Guinea – EU – Interview –
Article published the Sunday 08 May 2011
By Daniel Finnan
The European Union is to provide five million euros to help Guinea run a delayed general election. Wrapping up his two-day visit to Guinea on Saturday the European Commissioner for Development Andris Piebalgs told RFI that support for the country’s parliamentary elections is “crucial” to avoid future ethnic violence.
“Elections are crucial because countries in Africa have a lot of tribal history and it is very difficult to find any other method to avoid violence and poor representation of each and every ethnic group,” Piebalgs says.
Guinea has not had a legislature since 2008 when it was dissolved by former military junta leader Moussa Dadis Camara. A 155-member National Transition Council has been acting in place of parliament since February 2010.
“Without parliament all the debates that come between different groups of interest could overspill,” says Piebalgs, who arrived in Guinea a few days after violence left at least 25 people dead in the south east of the country.
The European Union broke off diplomatic relations with the former French colony following the military’s coup in December 2008 and Piebalgs’ visit marks a warming of ties since last year’s presidential election.
“For us, it was of crucial importance – the presidential election – it passed well,” the EU Commissioner insists. “Since then we’ve started to develop cooperation.”.
During the visit Piebalgs took part in the inauguration of the Forecariah bridge, a structure providing a route between Conakry and Freetown, completed with 8.35 million euros from the EU.
But aside from EU support for improvements to the country’s infrastructure, Piebalgs believes reform to the country’s lucrative mining sector could bring the biggest windfall.

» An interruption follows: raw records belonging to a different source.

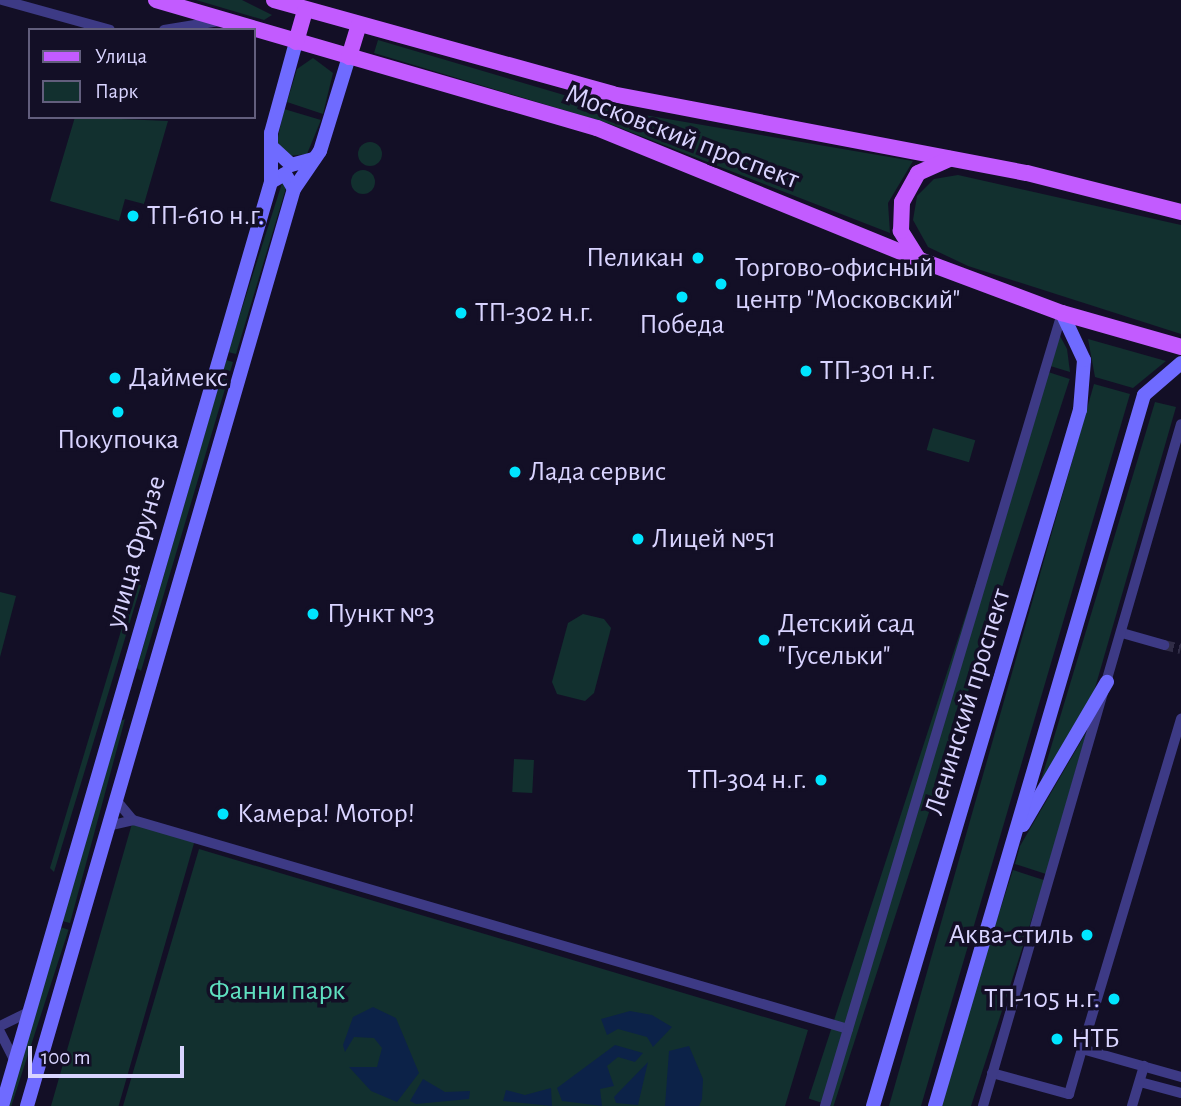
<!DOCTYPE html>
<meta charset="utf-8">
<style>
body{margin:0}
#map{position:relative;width:1181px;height:1106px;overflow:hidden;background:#130f26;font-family:"Alegreya Sans",sans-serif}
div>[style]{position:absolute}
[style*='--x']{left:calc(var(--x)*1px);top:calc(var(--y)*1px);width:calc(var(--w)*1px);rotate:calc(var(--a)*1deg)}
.green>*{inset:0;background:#12302f;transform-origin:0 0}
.round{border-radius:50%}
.water>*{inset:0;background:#0c2248}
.minor-tunnel>*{height:10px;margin-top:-5px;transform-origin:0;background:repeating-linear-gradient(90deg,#312d47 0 10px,transparent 0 15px)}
.minor>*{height:10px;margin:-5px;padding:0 5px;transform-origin:5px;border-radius:5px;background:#3d3a85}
.secondary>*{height:14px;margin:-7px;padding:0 7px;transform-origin:7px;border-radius:7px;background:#6f6bff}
.primary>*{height:16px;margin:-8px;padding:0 8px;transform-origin:8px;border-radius:8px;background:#c25bff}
.dots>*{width:19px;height:19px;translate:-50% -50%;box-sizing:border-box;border:4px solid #130f26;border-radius:50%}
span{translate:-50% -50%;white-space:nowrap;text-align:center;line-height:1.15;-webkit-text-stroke:7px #130f26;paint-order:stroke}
.street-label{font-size:28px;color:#d9d4ff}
.poi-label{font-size:28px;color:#d9d4ff}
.left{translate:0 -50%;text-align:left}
.right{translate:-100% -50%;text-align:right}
.park-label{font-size:28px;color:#5fe0c0}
.legend{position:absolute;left:28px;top:28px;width:228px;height:91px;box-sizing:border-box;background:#130f26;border:2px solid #625e7d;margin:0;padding:9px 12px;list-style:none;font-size:21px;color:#d9d4ff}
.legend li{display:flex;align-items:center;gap:14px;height:35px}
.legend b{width:35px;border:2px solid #625e7d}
.scale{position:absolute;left:28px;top:1046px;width:156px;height:32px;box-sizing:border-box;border:4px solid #d9d4ff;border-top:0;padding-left:9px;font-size:21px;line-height:24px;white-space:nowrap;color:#d9d4ff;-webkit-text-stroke:5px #130f26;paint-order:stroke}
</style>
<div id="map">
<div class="green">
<i style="clip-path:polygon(196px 0,242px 0,272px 15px,264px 20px)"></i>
<i style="clip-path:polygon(378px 40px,615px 110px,913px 161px,888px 203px,890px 233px,610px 124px,374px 53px)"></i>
<i style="clip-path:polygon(313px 58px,333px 73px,323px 114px,287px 102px,297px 69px)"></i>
<i style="clip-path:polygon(284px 109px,321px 120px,307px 154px,289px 156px,277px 142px)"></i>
<i style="clip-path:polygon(75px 117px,168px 121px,144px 204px,125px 199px,119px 221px,50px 201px)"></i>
<i class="round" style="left:358px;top:142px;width:24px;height:24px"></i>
<i class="round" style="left:351px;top:170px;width:24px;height:24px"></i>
<i style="clip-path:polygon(958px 175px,1181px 225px,1181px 334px,968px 266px,928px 247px,913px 220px,917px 196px,934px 179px)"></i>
<i style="clip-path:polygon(283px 180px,286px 188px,236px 354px,228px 352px)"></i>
<i style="clip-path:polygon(1060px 336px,1067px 349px,1070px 372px,1047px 365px)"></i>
<i style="clip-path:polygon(1088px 339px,1166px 361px,1133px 388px,1095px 377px)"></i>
<i style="clip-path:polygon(226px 360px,233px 362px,141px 671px,137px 668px)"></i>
<i style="left:1045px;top:371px;width:26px;height:765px;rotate:18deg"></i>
<i style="clip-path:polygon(1094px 384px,1130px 394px,921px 1106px,889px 1106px)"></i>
<i style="clip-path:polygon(1155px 402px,1176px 407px,1093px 695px,1036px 797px)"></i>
<i style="left:933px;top:428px;width:44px;height:23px;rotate:16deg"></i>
<i style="clip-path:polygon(138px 574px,143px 579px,54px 872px,50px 868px)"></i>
<i style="clip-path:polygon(0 592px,16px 596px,0 657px)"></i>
<i style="clip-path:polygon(583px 614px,604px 619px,611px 628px,594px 693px,585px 701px,557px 694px,552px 682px,568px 623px)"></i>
<i style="clip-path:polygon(125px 719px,70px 923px,62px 921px,121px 721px)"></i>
<i style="clip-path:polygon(1087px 731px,1046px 874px,1015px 864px,1020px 846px)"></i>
<i style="left:514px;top:759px;width:20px;height:33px;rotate:3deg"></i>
<i style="left:133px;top:820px;width:65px;height:298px;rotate:16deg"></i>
<i style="clip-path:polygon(199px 849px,808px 1030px,785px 1106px,123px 1106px)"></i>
<i style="left:1013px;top:870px;width:33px;height:246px;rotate:18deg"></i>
<i style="left:60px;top:927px;width:9px;height:186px;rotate:18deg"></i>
</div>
<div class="water">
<i style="clip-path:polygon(373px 1007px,396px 1018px,419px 1073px,397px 1102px,371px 1091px,349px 1067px,377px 1067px,382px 1048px,374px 1038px,354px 1037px,345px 1052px,343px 1045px,353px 1017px)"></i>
<i style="clip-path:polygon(630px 1011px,652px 1015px,672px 1027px,653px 1047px,647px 1037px,618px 1029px,607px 1035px,601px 1019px)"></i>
<i style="clip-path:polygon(615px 1045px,643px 1053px,635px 1062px,618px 1057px,607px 1066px,614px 1086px,600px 1089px,602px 1106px,562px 1101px,557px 1088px)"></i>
<i style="clip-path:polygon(689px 1046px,703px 1079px,702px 1099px,699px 1106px,665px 1106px,669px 1051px)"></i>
<i style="clip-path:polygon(648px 1062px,638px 1105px,616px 1103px,614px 1097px)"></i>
<i style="clip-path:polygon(423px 1079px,445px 1092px,470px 1091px,469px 1099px,416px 1104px,410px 1101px)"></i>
<i style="clip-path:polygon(551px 1088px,552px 1106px,503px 1101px,506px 1090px,525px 1095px)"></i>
</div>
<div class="minor-tunnel">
<i style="--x:1164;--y:645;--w:17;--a:13"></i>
</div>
<div class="minor">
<i style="--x:2;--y:0;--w:112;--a:15.5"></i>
<i style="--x:164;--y:30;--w:56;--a:-9.3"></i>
<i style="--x:1122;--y:633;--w:44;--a:15.9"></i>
<i style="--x:116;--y:800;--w:26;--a:50"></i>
<i style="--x:133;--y:820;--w:745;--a:16.29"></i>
<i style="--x:108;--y:826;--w:26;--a:-13"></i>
<i style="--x:0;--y:1026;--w:32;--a:-26"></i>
<i style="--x:0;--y:1032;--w:30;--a:63"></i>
<i style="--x:1082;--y:1049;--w:345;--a:-73.3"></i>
<i style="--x:992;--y:1073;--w:80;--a:15.3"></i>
<i style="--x:1069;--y:1094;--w:47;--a:-73.9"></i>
<i style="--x:1082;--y:1049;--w:103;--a:15.8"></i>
<i style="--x:1140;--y:1082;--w:42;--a:15"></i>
<i style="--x:825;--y:1106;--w:828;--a:-73.36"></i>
<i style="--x:983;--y:1106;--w:710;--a:-73.81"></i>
<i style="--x:1132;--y:1106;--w:42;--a:-73.3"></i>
</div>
<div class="secondary">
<i style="--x:272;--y:147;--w:26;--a:43"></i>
<i style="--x:291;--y:165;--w:24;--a:-15"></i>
<i style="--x:271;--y:182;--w:16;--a:-30"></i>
<i style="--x:285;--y:174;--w:17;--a:59"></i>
<i style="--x:1023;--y:825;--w:166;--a:-59.6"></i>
<i style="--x:2;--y:1106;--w:962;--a:-73.77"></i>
<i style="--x:271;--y:182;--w:49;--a:-90"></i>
<i style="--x:271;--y:133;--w:94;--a:-74.6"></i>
<i style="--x:27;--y:1106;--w:955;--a:-73.77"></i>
<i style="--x:294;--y:189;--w:46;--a:-55.6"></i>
<i style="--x:320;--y:151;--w:98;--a:-72.9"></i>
<i style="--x:873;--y:1106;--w:726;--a:-73.44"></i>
<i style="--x:1080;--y:410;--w:50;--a:-85.4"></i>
<i style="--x:1084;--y:360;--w:52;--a:-115.1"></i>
<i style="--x:935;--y:1106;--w:741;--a:-73.62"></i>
<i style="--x:1144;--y:395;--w:49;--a:-40.9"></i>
</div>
<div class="primary">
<i style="--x:156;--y:0;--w:459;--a:16.2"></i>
<i style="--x:597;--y:128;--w:349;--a:22.2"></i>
<i style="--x:920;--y:260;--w:152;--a:20.5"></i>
<i style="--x:1062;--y:313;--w:124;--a:15.9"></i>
<i style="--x:274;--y:0;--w:351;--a:15.5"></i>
<i style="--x:612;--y:94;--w:422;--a:10.8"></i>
<i style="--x:1027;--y:173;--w:159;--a:14.2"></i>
<i style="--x:296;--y:42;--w:33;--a:-74"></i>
<i style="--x:349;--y:57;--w:34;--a:-73"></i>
<i style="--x:917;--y:257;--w:31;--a:-122"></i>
<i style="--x:901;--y:231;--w:29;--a:-88"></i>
<i style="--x:902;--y:202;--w:33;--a:-61"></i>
<i style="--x:918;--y:173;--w:35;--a:-24"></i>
</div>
<div class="dots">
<i style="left:133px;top:216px;background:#00e5ff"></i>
<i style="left:698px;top:258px;background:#00e5ff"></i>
<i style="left:721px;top:284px;background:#00e5ff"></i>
<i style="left:682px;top:297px;background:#00e5ff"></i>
<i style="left:461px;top:313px;background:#00e5ff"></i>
<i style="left:806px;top:371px;background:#00e5ff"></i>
<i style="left:115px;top:378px;background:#00e5ff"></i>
<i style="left:118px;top:412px;background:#00e5ff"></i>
<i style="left:515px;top:472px;background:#00e5ff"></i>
<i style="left:638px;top:539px;background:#00e5ff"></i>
<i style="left:313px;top:614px;background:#00e5ff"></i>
<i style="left:764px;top:640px;background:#00e5ff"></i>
<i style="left:821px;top:780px;background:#00e5ff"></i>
<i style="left:223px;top:814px;background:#00e5ff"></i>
<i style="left:1087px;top:935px;background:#00e5ff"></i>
<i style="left:1114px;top:999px;background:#00e5ff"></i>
<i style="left:1057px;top:1039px;background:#00e5ff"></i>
</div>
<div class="street-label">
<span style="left:682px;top:137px;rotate:21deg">Московский проспект</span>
<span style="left:136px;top:552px;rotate:-74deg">улица Фрунзе</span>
<span style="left:968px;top:702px;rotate:-73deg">Ленинский проспект</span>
</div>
<div class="poi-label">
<span class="left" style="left:147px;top:216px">ТП-610 н.г.</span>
<span class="right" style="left:684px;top:258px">Пеликан</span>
<span class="left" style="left:735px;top:284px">Торгово-офисный<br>центр "Московский"</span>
<span class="left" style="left:475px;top:313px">ТП-302 н.г.</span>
<span style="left:682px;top:325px">Победа</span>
<span class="left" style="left:820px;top:371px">ТП-301 н.г.</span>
<span class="left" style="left:129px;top:378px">Даймекс</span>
<span style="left:118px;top:440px">Покупочка</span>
<span class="left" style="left:529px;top:472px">Лада сервис</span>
<span class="left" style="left:652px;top:539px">Лицей №51</span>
<span class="left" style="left:327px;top:614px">Пункт №3</span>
<span class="left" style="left:778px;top:640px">Детский сад<br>"Гусельки"</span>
<span class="right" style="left:807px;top:780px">ТП-304 н.г.</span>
<span class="left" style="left:237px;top:814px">Камера! Мотор!</span>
<span class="right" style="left:1073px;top:935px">Аква-стиль</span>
<span class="right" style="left:1100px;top:999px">ТП-105 н.г.</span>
<span class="left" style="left:1071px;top:1039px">НТБ</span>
</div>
<div class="park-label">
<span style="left:277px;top:991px">Фанни парк</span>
</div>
<ul class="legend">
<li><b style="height:9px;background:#c25bff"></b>Улица</li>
<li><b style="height:19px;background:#12302f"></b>Парк</li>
</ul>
<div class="scale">100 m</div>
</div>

“There is quite substantial interest from Rio Tinto and also from other companies. And that gives the country a chance to move quite rapidly out of poverty if the governance is right,” he believes.
Guinea has some of the largest bauxite reserves in the world. Income from bauxite mining is “key”, according to Piebalgs. Although he warns that the status of existing contracts signed under the previous government is a “delicate area”. Guinean President Alpha Condé has already embarked on a review of mining licenses.
The EU diplomat also discussed military reforms with Condé reflecting concerns over any future involvement of the army in governance.
“This country has a huge army and it’s definitely important to have security sector reforms,” Piebalgs says. “For the size of the country, it definitely requires people to go into retirement and that means that we need to support this process, because if we don’t the risk of military coup there is quite substantial.”